-------- Material for this task --------

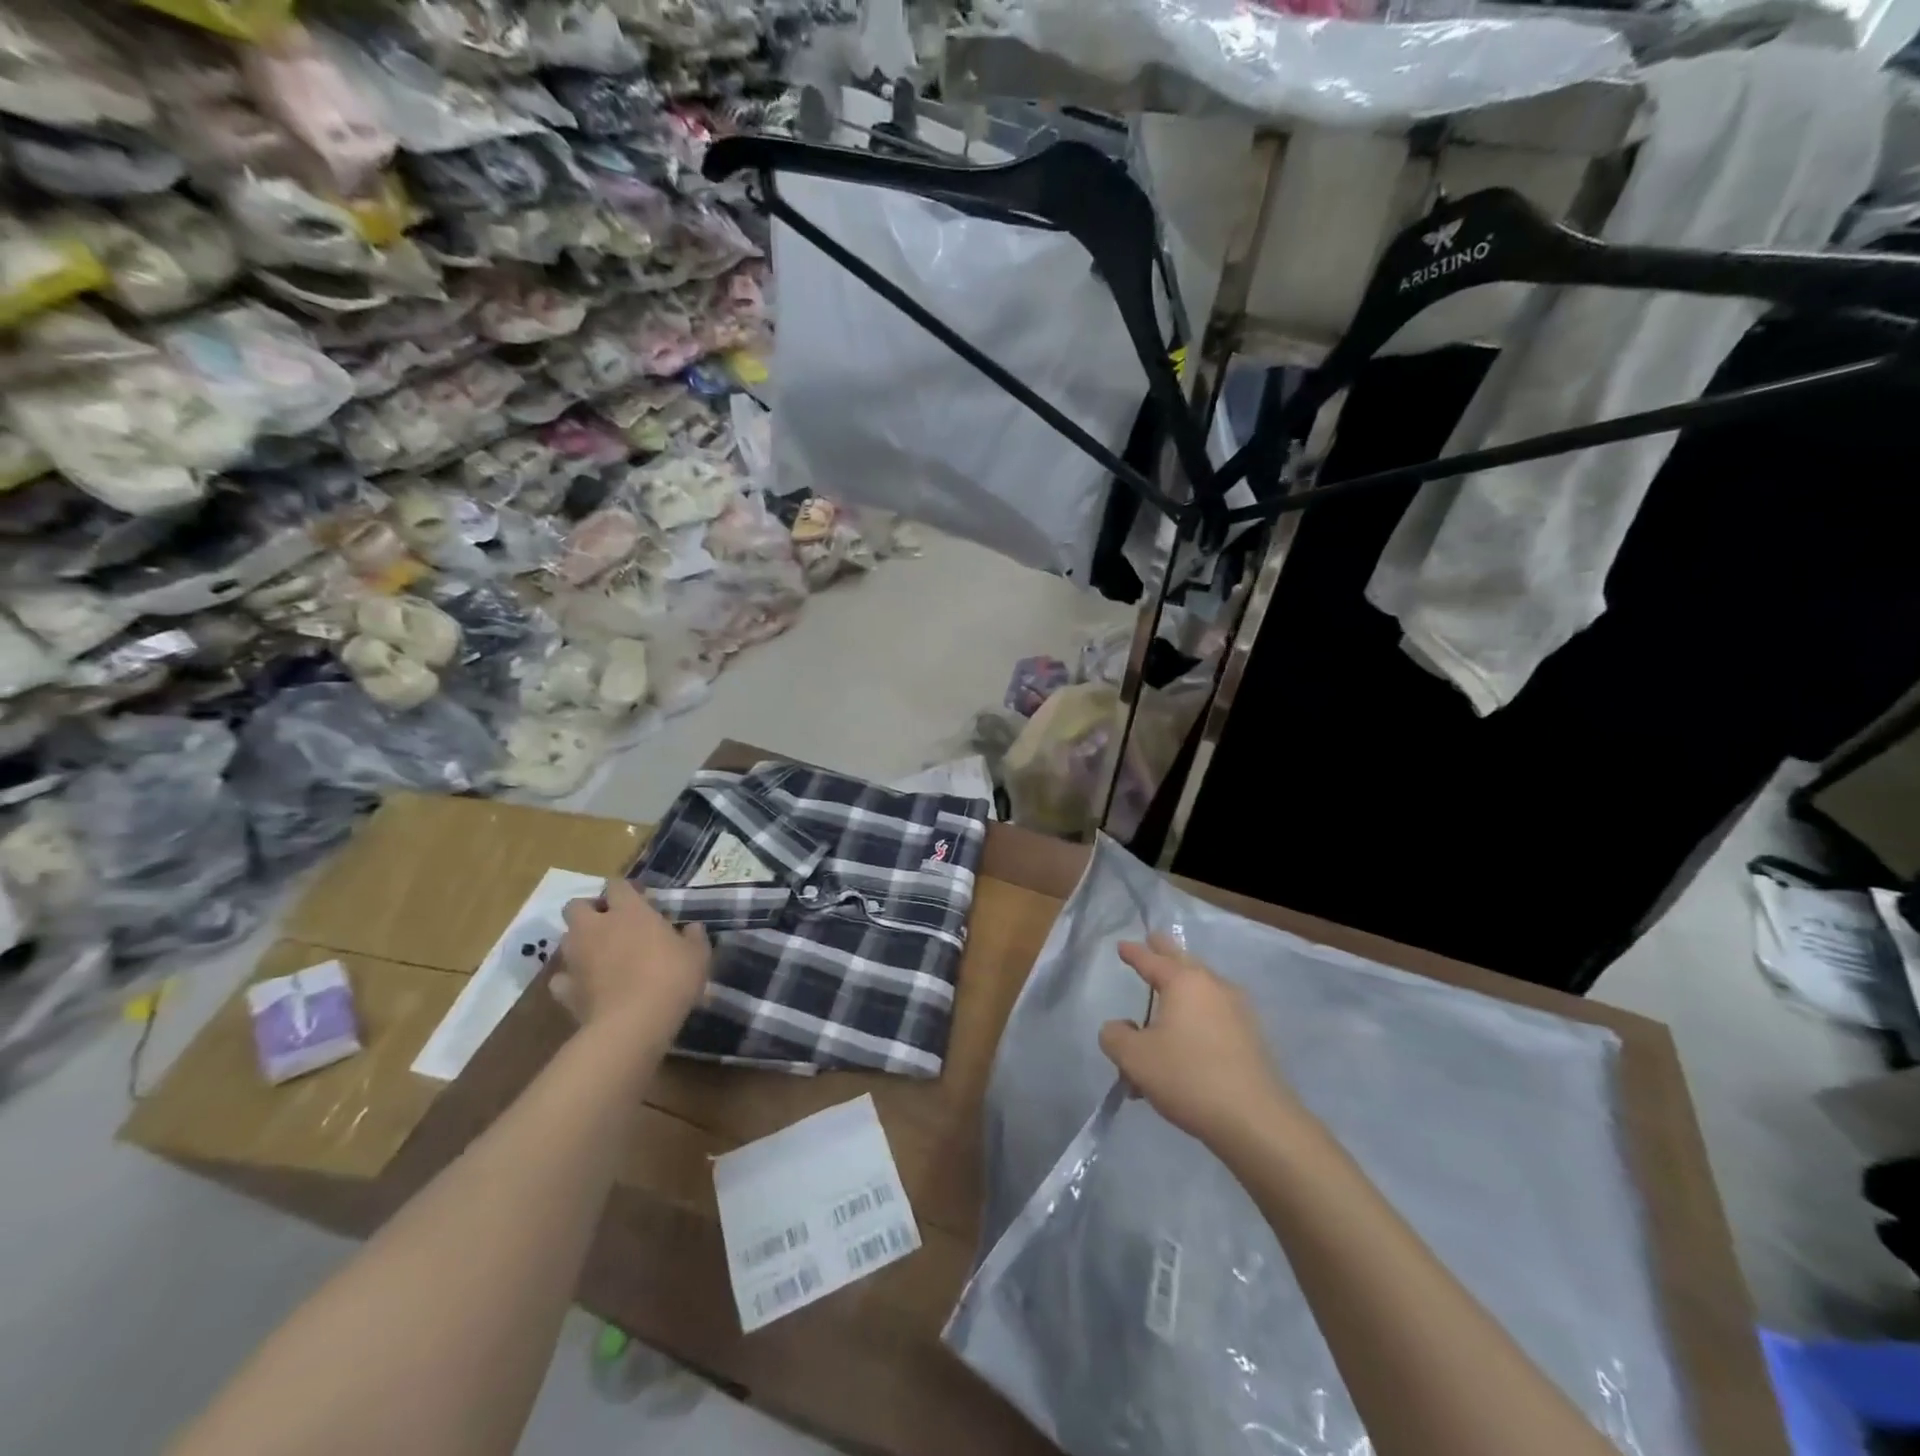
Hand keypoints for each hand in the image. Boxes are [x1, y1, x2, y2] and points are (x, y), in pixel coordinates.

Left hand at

--------
-------- Material for this task --------

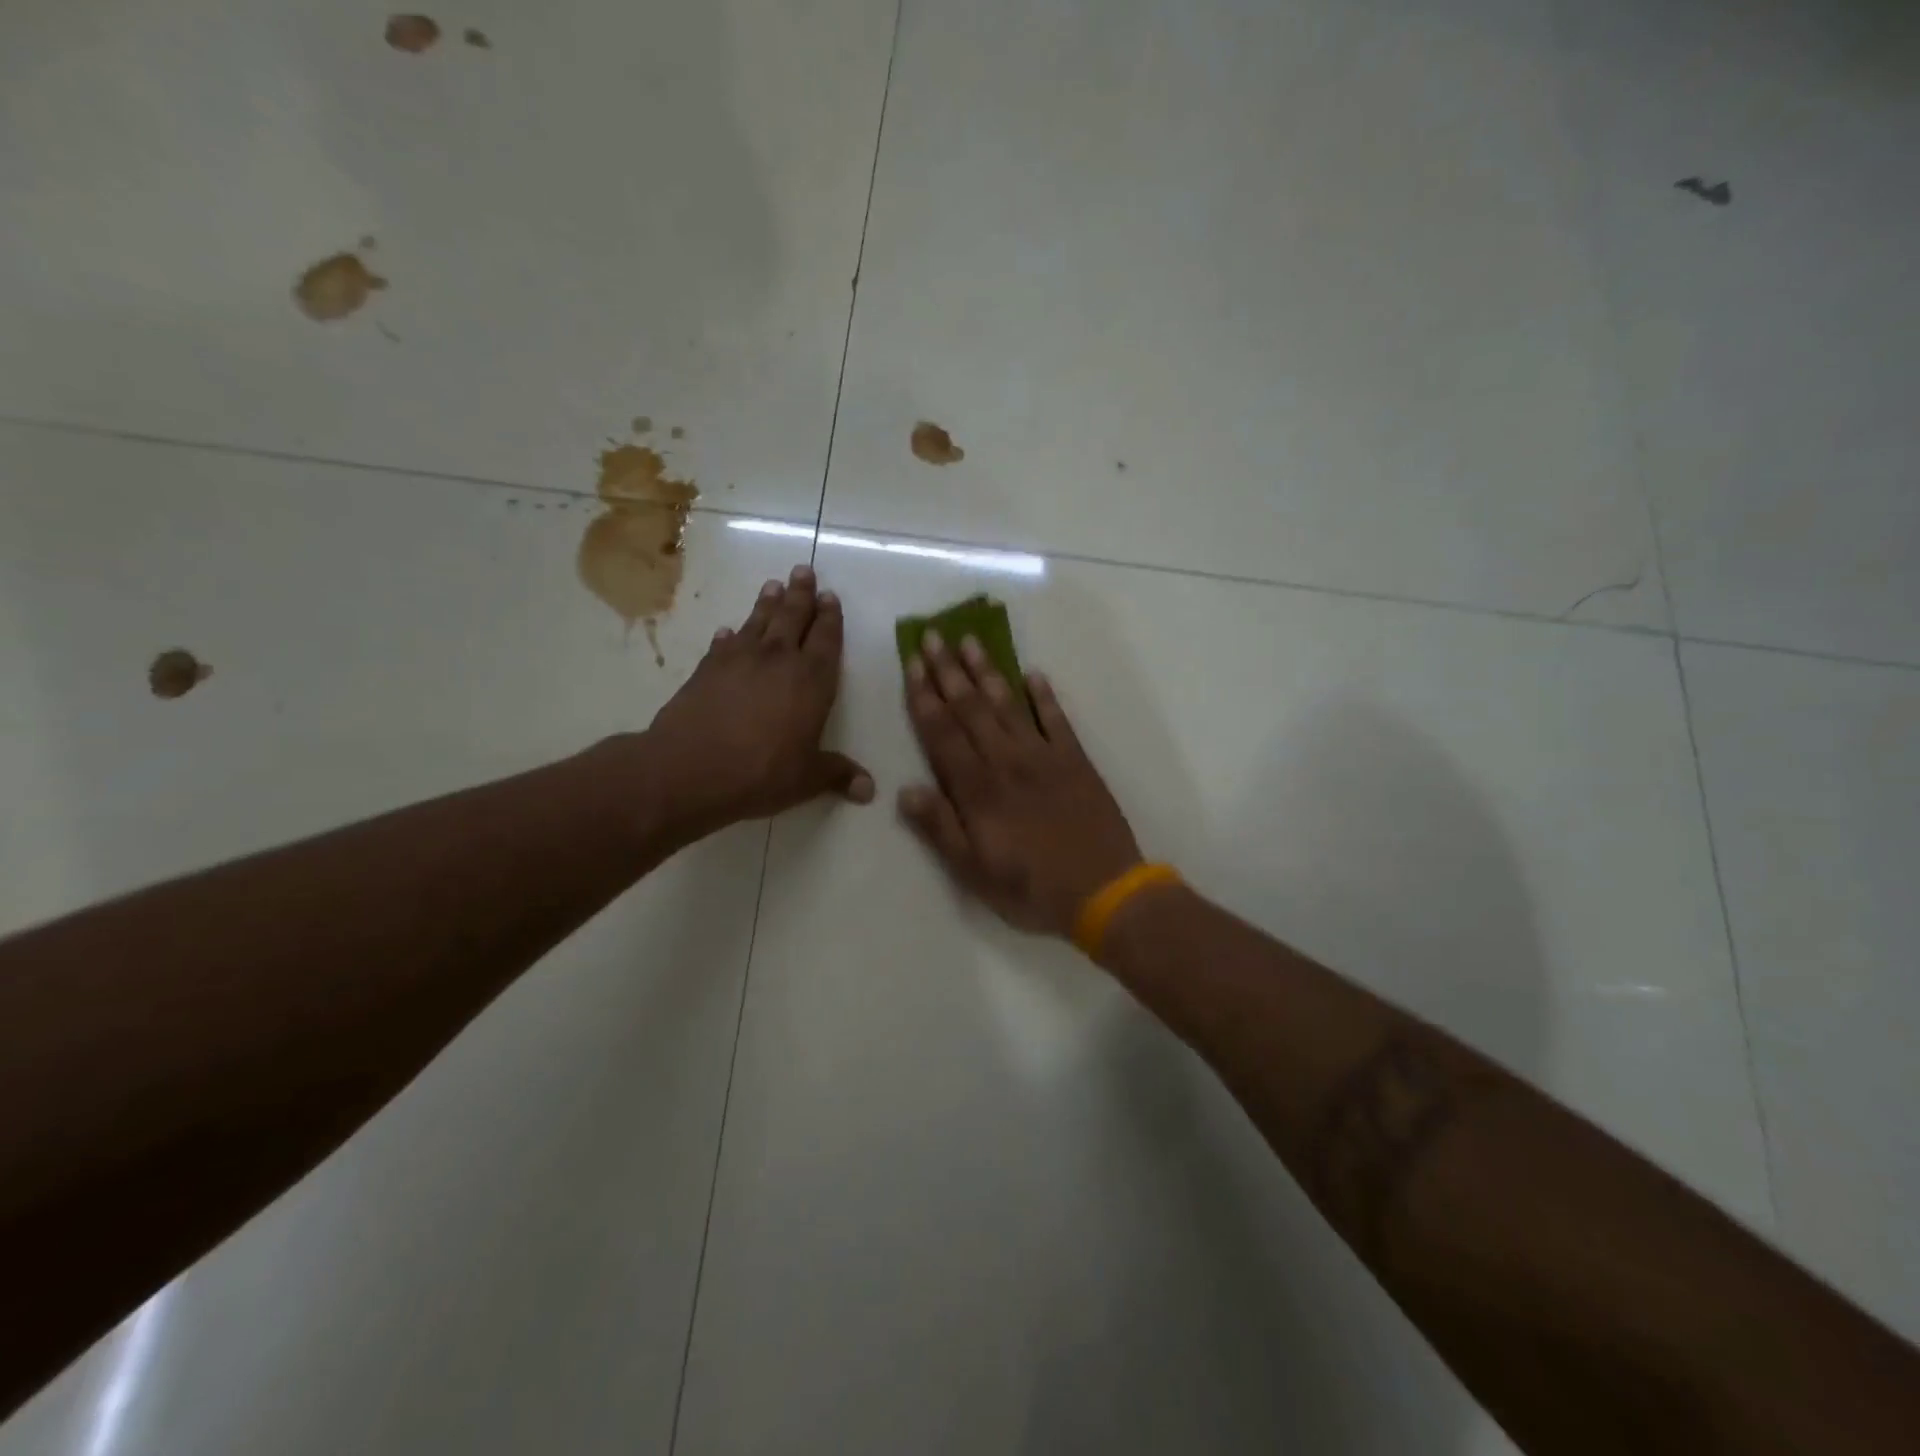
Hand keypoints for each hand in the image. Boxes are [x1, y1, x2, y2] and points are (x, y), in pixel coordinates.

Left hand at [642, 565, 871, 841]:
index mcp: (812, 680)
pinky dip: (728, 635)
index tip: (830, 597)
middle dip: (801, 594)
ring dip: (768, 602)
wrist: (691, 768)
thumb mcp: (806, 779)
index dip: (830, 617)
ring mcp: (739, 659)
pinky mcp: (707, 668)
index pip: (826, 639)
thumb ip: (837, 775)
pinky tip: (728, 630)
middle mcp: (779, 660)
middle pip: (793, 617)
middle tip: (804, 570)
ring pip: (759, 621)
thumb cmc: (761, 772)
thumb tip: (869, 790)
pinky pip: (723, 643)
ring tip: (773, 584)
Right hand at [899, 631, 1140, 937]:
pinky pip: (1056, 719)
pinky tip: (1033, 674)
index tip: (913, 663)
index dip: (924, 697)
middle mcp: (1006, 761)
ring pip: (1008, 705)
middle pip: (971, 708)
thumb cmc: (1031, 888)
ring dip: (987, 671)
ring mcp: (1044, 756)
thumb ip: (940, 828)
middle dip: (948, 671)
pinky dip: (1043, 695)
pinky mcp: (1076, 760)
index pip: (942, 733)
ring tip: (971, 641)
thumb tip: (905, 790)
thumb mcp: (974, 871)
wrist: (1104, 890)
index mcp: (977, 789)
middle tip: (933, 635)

--------
-------- Material for this task --------

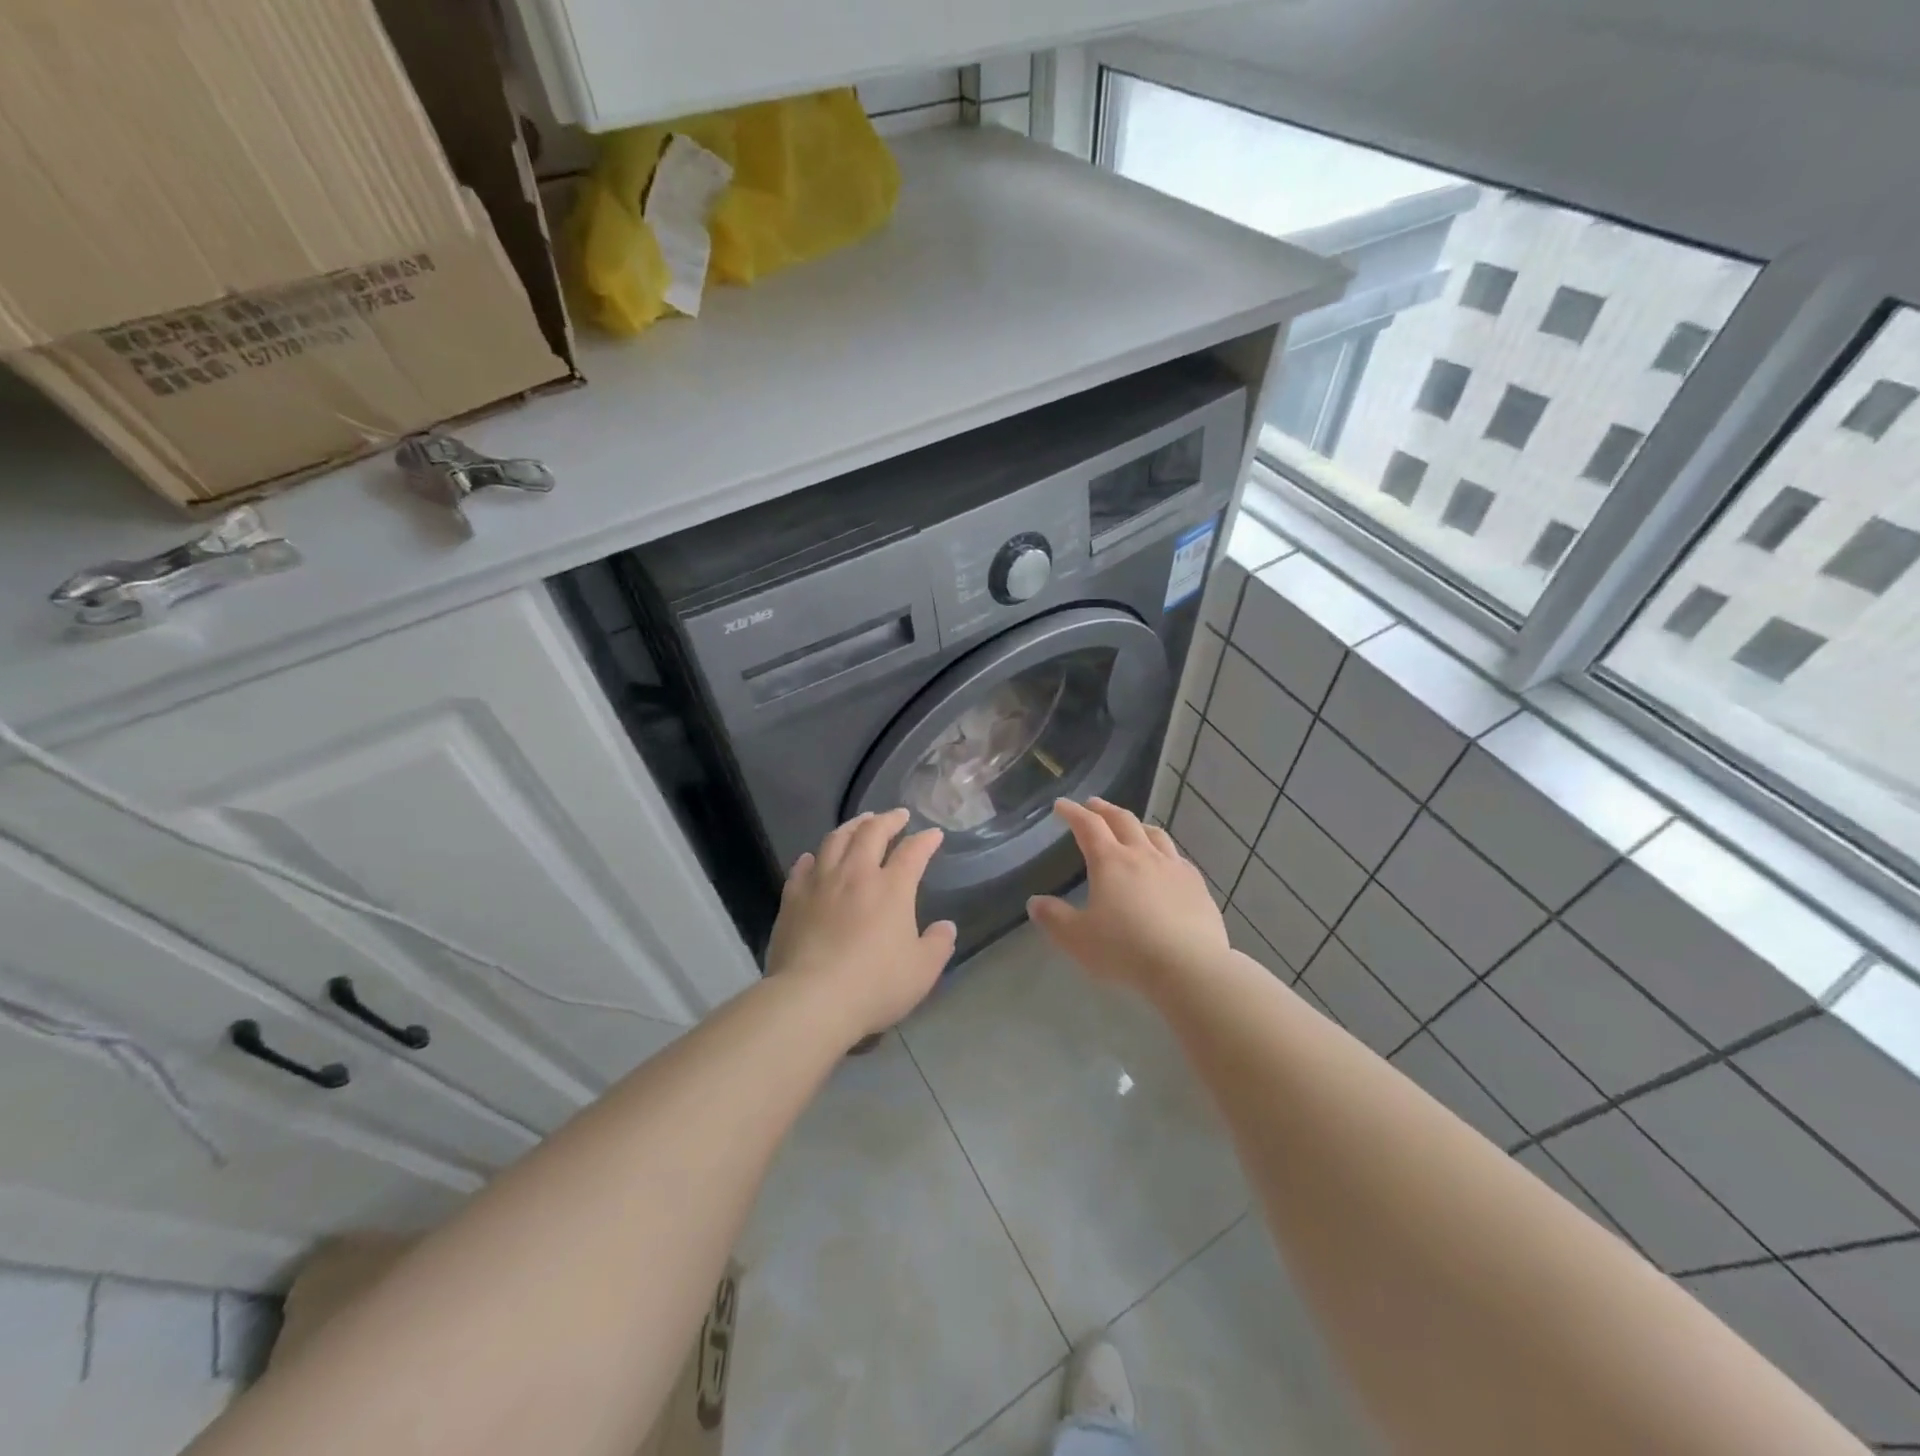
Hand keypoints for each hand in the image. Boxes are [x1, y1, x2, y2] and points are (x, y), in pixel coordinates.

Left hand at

--------

Prompt:
Whenever the word "thumb" appears in a line of the data above, that line counts. Say how many lines count, and nothing more.

Worked solution:
8